Pacific Gas & Electric (PG&E) cut power to some 940,000 customers across 36 counties in Northern and Central California for what could be an unprecedented wind event.
The power was turned off in phases through Saturday night and will begin to be restored Monday, the utility said.
Hurricane-force winds with gusts up to 90 mph could hit the state Saturday night into Sunday, adding to the already fire-prone conditions in the state.
The utility feared the strong winds would knock down trees or debris, affecting its power lines and poles.
“When debris hits these wires, any spark could be an ignition source of a catastrophic wildfire,” said PG&E CEO and president Andy Vesey.
More than seven million people were under red flag warnings Saturday across the Sacramento Valley, with critical to extreme fire dangers over the coming days.
“The level of winds, gusting to almost 90 mph presents a real threat and an opportunity for wildfires and we are not going to let that happen,” Vesey said.
High wind warnings and advisories were in place across much of northern California as winds increased and peaked Saturday evening and overnight, according to CNN meteorologists.
Scott Strenfel, a PG&E meteorologist, said the wind event could be one of the strongest in the last several years and likely one of the longest.
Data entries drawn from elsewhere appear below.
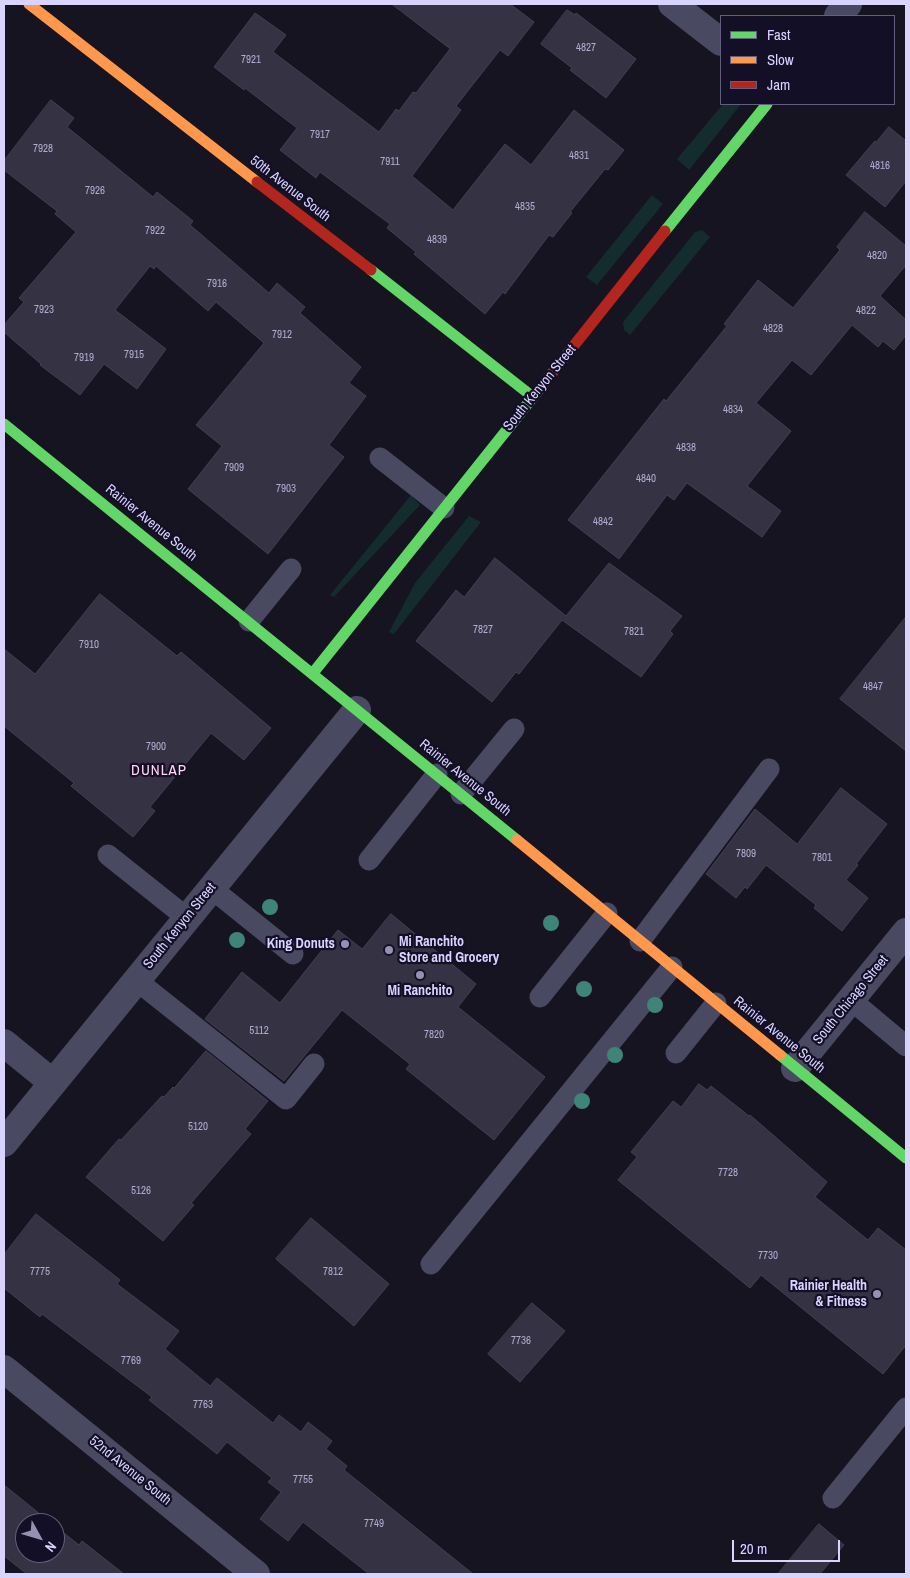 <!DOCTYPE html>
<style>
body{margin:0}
#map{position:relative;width:910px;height:1578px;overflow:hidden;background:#161421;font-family:"Archivo Narrow",sans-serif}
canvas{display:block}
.frame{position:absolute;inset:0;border:5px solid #d9d4ff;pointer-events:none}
.legend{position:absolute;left:720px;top:15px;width:175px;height:90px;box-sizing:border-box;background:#130f26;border:1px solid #625e7d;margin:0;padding:6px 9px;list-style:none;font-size:15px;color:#d9d4ff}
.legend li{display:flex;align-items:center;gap:10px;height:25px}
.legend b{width:25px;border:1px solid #625e7d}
.north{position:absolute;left:15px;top:1513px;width:50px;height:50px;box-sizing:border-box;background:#130f26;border:1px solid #625e7d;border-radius:50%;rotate:129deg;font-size:14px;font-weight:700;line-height:20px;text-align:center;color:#d9d4ff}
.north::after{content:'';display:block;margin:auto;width:18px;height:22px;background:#9591b1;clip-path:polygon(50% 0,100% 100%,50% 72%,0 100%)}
.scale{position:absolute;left:732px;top:1540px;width:108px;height:22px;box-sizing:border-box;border:2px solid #d9d4ff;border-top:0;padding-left:6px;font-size:15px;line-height:18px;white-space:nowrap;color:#d9d4ff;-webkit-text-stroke:4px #130f26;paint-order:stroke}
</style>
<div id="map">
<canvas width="910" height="1578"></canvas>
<div class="frame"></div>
<ul class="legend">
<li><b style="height:6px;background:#63d668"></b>Fast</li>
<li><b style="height:6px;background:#ff974d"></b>Slow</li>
<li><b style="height:6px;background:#b3261e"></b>Jam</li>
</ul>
<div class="north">N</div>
<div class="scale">20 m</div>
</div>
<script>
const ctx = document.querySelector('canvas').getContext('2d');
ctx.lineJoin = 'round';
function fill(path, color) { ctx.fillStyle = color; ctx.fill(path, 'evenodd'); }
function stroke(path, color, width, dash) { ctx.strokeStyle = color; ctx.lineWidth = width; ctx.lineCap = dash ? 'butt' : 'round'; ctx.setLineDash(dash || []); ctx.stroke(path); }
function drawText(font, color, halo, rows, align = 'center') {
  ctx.font = font + ' "Archivo Narrow",sans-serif'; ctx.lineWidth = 4.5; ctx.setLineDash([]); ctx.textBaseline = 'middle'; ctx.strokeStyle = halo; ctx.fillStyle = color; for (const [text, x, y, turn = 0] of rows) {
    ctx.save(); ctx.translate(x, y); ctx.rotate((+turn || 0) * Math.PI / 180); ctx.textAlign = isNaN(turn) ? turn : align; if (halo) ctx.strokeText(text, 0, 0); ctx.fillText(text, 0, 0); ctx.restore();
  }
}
fill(new Path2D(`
 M723,104H741L689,170L677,159Z
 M652,195L663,204L597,285L586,277Z
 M702,230L710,237L630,335L624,330L623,322L695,232Z
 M411,495L420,505L334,597L330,595Z
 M469,516L481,522L394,634L389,632L415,583Z`), '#132c2d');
const building = new Path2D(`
 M392,4H510L534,22L508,56L500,50L456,106L461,110L412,176L453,210L505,144L531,165L574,110L624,150L608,170L605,169L570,212L572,213L553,237L549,235L505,294L503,292L485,314L414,254L416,252L387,228L390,224L320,172L316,178L280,150L297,128L245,88L244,90L214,67L255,13L286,35L273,52L379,132L396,109L399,111L413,92L416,93L450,49Z
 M567,10L575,15L576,13L636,59L606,98L570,70L572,68L541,44Z
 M51,100L74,118L67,127L153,197L157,192L193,221L190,225L269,293L277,283L305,307L300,313L361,367L349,383L366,396L329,445L344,457L268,554L188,489L222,446L196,425L264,343L216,302L208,311L156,266L154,269L150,266L115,310L166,349L137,389L104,364L80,395L40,365L41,364L4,332V325L24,302L19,298L76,232L55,214L57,211L4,170V161Z
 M889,127L906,141V181L885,207L846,175L875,141L876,142Z
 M865,212L906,246V265L880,296L906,320V335L894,350L883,341L878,347L852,325L811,375L792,360L756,403L791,431L747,486L781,511L762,537L687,483L674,500L667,495L619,559L568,520L664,399L666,401L727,326L724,324L758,280L793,308L840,250L837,247Z
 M495,558L566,616L609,563L682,616L670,631L673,634L641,677L562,620L519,674L516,672L492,702L416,641L456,590L464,597Z
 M100,594L177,656L181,652L271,728L244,760L211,733L150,807L155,811L133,837L71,786L74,783L4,726V649L35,674Z
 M906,617V751L840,699Z
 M841,788L887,824L856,864L858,865L846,880L868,898L842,931L814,908L816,905L766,865L747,889L745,887L736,898L706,874L755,809L797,844Z
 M391,914L476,984L458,1007L545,1077L494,1140L406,1069L410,1064L342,1010L284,1081L205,1019L242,972L280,1003L338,930L362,949Z
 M206,1051L268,1101L245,1129L251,1134L191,1203L194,1205L163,1241L86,1177L119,1139L121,1140L162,1096L164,1097L173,1087L174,1088Z
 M699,1084L707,1090L711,1086L749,1116L750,1115L827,1182L815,1197L868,1240L878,1228L906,1250V1345L883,1374L761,1275L750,1288L618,1180L637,1157L631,1152L673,1101L681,1107Z
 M36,1214L120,1280L117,1284L179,1331L165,1349L210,1386L217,1378L273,1423L279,1415L301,1432L308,1422L332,1441L326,1449L347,1466L344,1470L473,1574H369L303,1522L288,1541L260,1519L281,1492L268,1482L272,1478L227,1442L217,1454L149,1400L152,1397L42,1314L40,1317L4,1288V1255Z
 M311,1218L389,1284L354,1326L276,1259Z
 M532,1303L565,1331L520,1382L488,1354Z
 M4,1485L51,1523H25V1553H55V1526L79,1545L82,1541L124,1574H27L4,1556Z
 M819,1524L844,1545L820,1574H778Z`);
fill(building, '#343243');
stroke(building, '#433f54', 1);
stroke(new Path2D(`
 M380,458L444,508
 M249,621L291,569
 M461,794L514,729
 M108,855L187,918
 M369,860L437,774
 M211,888L293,954
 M640,941L769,769
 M136,980L286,1099L314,1064
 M540,997L607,913
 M851,1000L906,1046
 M676,1053L716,1003
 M431,1264L672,967
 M833,1498L906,1408`), '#4a4962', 21);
stroke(new Path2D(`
 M672,4L721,42
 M838,16L848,4
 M4,1043L53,1083
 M795,1068L906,932
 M4,1143L357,710
 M4,1369L256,1574`), '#4a4962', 28);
stroke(new Path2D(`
 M665,231L767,104
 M371,270L533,397
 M4,424L517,840
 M313,673L541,387
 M780,1055L906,1158`), '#63d668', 11);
stroke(new Path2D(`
 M29,4L257,182
 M517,840L780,1055`), '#ff974d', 11);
stroke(new Path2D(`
 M257,182L371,270
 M541,387L665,231`), '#b3261e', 11);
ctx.fillStyle = '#3e8478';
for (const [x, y] of [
 [270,907],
 [551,923],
 [237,940],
 [584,989],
 [655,1005],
 [615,1055],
 [582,1101]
]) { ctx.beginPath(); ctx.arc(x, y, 8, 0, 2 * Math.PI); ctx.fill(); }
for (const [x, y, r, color] of [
 [345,944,5,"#9591b1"],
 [389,950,5,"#9591b1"],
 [420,975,5,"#9591b1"],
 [877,1294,5,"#9591b1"]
]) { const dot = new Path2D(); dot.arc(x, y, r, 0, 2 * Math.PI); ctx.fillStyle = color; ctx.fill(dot); stroke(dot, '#130f26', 2); }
drawText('11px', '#b0acd0', null, [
 ["4827",586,48],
 ["7921",251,60],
 ["7917",320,135],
 ["7928",43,149],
 ["4831",579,156],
 ["7911",390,162],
 ["4816",880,166],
 ["7926",95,191],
 ["4835",525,207],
 ["7922",155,231],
 ["4839",437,240],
 ["4820",877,256],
 ["7916",217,284],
 ["7923",44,310],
 ["4822",866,311],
 ["4828",773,329],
 ["7912",282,335],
 ["7915",134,355],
 ["7919",84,358],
 ["4834",733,410],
 ["4838",686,448],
 ["7909",234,468],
 ["4840",646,479],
 ["7903",286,489],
 ["4842",603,522],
 ["7827",483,630],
 ["7821",634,632],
 ["7910",89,645],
 ["4847",873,687],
 ["7900",156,747],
 ["7809",746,854],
 ["7801",822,858],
 ["5112",259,1031],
 ["7820",434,1035],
 ["5120",198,1127],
 ["7728",728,1173],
 ["5126",141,1191],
 ["7730",768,1256],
 ["7775",40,1272],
 ["7812",333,1272],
 ["7736",521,1341],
 ["7769",131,1361],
 ["7763",203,1405],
 ["7755",303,1480],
 ["7749",374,1524]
]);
drawText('14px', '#d9d4ff', '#130f26', [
 ["50th Avenue South",290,189,38],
 ["South Kenyon Street",540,388,-51],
 ["Rainier Avenue South",151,523,39],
 ["Rainier Avenue South",465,778,39],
 ["South Kenyon Street",180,926,-51],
 ["South Chicago Street",851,1000,-51],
 ["Rainier Avenue South",779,1035,39],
 ["52nd Avenue South",130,1471,39]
]);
drawText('bold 14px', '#d9d4ff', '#130f26', [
 ["Mi Ranchito",399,942,"left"],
 ["Store and Grocery",399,958,"left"],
 ["King Donuts",335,944],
 ["Mi Ranchito",420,991,"center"],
 ["Rainier Health",867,1286],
 ["& Fitness",867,1302]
], 'right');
ctx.letterSpacing = '1px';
drawText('15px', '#ffd6f0', '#130f26', [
 ["DUNLAP",159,771]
]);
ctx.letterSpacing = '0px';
</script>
San Jose ‘power vulnerability plan’ months in the making, officials say
PG&E has been under scrutiny in recent years for the role its equipment played in several devastating fires across the state, including last year’s deadly Camp Fire. Over the last weeks, the utility has been enacting preventative shutoffs all over northern and central California, but this weekend’s could be the largest this year.
The 36 counties losing power, the utility said, include Humboldt, the Sierra foothills, Western Sacramento Valley and the greater Bay Area. Paradise, which was devastated by last year’s deadly Camp Fire, is also among the areas to be left in the dark.
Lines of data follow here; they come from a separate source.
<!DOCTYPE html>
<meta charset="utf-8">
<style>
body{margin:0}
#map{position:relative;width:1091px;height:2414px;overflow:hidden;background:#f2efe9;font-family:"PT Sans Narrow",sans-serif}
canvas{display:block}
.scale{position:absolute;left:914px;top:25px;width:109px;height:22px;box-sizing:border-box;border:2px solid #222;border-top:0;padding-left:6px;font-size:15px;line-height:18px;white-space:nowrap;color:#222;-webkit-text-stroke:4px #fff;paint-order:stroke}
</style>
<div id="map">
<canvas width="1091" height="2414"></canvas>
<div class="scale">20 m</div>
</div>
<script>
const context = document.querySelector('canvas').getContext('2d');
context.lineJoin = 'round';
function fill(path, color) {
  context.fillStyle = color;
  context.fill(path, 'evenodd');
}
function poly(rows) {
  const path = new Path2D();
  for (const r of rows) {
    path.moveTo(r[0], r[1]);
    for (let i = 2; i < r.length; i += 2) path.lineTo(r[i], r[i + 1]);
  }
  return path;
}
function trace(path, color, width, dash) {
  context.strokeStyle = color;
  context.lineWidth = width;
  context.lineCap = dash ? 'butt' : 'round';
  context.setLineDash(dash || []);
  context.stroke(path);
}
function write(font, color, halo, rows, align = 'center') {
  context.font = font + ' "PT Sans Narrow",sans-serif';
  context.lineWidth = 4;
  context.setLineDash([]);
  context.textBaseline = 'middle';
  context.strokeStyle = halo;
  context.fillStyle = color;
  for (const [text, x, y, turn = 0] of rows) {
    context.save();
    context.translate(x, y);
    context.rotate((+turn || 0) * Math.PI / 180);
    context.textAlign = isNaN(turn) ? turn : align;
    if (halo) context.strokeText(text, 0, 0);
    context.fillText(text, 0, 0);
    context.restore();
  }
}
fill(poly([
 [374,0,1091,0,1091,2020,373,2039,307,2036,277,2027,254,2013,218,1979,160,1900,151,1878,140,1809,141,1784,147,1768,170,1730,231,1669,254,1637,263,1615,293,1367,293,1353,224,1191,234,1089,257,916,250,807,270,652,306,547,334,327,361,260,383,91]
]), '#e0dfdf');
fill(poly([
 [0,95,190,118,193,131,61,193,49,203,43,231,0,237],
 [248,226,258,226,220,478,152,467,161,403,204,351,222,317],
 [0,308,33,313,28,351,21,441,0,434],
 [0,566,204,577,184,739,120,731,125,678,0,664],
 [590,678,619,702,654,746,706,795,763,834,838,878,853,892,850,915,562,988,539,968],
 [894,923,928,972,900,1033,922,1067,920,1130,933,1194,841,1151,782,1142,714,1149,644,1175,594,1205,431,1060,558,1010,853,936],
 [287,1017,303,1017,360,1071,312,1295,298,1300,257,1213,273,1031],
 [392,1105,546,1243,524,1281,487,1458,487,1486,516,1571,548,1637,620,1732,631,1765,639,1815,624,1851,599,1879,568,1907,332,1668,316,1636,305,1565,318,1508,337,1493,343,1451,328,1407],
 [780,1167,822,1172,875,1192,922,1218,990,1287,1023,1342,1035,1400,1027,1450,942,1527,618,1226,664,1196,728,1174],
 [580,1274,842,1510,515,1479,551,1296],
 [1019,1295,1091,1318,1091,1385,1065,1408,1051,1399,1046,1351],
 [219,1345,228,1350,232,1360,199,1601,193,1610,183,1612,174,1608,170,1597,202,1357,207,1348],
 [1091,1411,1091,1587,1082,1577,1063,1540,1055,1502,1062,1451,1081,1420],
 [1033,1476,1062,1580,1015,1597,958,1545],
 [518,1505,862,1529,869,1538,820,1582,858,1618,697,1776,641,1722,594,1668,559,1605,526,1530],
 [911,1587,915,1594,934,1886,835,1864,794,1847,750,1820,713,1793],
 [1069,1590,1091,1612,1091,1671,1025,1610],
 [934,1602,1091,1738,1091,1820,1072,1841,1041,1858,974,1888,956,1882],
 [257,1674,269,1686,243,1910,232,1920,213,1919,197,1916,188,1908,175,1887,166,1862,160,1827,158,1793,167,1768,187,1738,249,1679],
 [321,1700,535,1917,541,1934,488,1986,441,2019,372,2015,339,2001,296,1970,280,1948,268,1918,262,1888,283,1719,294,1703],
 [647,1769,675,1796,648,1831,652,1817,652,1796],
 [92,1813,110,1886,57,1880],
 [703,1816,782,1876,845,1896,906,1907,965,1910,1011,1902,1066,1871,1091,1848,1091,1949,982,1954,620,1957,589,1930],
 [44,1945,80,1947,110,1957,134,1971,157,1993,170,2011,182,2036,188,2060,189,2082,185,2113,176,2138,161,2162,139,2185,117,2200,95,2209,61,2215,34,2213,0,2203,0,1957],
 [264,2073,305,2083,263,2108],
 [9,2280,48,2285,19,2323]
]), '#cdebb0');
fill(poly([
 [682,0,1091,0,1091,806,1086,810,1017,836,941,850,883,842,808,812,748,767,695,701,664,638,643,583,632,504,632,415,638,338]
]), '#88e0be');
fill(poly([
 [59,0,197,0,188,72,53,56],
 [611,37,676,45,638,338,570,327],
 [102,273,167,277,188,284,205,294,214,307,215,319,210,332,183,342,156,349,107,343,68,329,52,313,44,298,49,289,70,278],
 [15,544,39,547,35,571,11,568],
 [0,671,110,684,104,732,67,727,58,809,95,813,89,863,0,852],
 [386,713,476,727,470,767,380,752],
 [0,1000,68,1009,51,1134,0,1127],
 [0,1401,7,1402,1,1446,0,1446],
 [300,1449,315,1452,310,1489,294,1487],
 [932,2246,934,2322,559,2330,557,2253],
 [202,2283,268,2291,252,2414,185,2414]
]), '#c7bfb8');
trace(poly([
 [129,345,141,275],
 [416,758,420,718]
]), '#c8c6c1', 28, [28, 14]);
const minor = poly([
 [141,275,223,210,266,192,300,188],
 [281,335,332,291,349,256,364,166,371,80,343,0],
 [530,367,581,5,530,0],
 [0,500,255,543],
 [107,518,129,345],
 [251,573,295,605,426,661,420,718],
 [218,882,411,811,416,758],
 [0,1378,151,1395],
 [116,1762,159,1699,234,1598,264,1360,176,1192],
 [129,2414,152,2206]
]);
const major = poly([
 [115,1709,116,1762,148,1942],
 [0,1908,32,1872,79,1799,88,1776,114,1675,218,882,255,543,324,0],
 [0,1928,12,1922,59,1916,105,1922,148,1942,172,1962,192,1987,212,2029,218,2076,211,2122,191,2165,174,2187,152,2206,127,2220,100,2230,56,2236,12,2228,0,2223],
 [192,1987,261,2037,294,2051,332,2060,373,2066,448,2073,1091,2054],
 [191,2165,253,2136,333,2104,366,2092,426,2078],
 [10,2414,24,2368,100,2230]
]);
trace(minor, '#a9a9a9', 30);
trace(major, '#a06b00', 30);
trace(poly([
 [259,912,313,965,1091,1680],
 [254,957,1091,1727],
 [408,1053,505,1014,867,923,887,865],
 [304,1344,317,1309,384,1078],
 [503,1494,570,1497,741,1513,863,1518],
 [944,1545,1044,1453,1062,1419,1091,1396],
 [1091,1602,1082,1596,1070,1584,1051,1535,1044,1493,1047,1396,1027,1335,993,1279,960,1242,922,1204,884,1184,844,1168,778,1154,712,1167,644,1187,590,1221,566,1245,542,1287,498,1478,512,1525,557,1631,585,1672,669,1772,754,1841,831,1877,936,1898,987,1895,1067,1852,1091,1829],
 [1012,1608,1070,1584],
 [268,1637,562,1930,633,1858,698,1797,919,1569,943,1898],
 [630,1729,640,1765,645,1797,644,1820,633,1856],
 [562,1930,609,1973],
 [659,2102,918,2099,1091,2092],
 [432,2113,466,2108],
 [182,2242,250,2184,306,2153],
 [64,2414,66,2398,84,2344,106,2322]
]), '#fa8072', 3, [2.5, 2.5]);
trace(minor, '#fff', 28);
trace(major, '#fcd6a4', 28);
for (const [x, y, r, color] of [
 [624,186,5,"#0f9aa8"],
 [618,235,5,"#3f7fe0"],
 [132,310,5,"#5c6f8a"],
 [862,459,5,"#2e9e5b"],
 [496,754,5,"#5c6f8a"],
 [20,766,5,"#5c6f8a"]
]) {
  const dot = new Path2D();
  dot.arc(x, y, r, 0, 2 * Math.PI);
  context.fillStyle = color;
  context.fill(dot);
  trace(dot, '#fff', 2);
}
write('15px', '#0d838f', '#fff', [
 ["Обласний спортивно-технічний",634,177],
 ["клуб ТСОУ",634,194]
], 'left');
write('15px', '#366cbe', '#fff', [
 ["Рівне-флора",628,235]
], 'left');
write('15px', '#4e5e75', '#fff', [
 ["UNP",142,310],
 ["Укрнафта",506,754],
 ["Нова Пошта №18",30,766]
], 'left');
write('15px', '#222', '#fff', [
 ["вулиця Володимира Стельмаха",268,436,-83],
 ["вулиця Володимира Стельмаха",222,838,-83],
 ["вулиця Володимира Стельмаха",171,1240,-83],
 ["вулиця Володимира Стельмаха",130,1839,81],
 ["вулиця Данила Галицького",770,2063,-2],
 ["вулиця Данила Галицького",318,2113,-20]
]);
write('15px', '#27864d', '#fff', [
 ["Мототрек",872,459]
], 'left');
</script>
In San Jose, City Manager Kip Harkness told reporters the city has a plan in place for the outage.
The outage could affect as many as 90,000 people in the San Jose area but “we expect it to be a little lower than that,” Harkness said.
If power remains off into Monday, Harkness said, individual school districts will determine whether to close schools.
“Take care of yourself and your family and then, if you’re OK, take a little moment across the hall, across the street and check in on your neighbor,” he said. “See how’s she’s doing, make sure she has what she needs to make sure she’s safe.
San Jose officials said the city has activated a “power vulnerability plan” that was months in the works.
PG&E said the utility would start by shutting off power at 2 p.m. (local time) Saturday in parts of rthe counties of Amador, Butte, Colusa, El Dorado, Glenn, Nevada, Placer, Plumas, San Joaquin, Sierra, Siskiyou, Shasta, Tehama and Yuba.
The outages will be staggered, with the sixth and final phase beginning at 10 a.m. (local time) Sunday in Kern County.
The news of the outage comes as the utility is in the process of restoring power to about 179,000 customers in Northern California. Power was restored to 99% of its customers on Friday, with the exception of Sonoma County where the Kincade Fire continues burning, the utility said.
Northern California inferno destroyed dozens of homes
About 89,000 people in Sonoma County have been ordered to evacuate due to the wind-driven Kincade fire.
“You cannot fight this (fire). Please evacuate,” Sonoma County Sheriff Mark Essick told reporters.
The fire, burning northeast of Geyserville in Sonoma County, has burned 25,955 acres and was 10% contained as of Saturday evening, according to the California Department of Forestry and Fire Protection, or Cal Fire.
The blaze has destroyed 77 structures, including 31 homes, Cal Fire Division Chief Jonathan Cox told reporters Saturday evening.
Mandatory evacuations were expanded twice on Saturday. Officials said the prolonged wind event will lead to fire spreading rapidly and erratically.
“The fire intensity has the potential to overwhelm even the professionals,” Cox said.
Forecasters are expecting winds of 30-55 mph with gusts of 60-80 mph beginning Saturday night, the National Weather Service said. The winds can blow down trees, power lines and made it difficult for most vehicles to travel, including those pulling trailers.
“This will be a long duration and potentially extreme/historic even across the North Bay,” the weather service in San Francisco said in an advisory.
The weekend winds could be strongest recorded in the area since several fires devastated California’s wine country in 2017. High winds, dry conditions fanned the flames in Sonoma and Napa counties, forcing thousands to evacuate and killing dozens.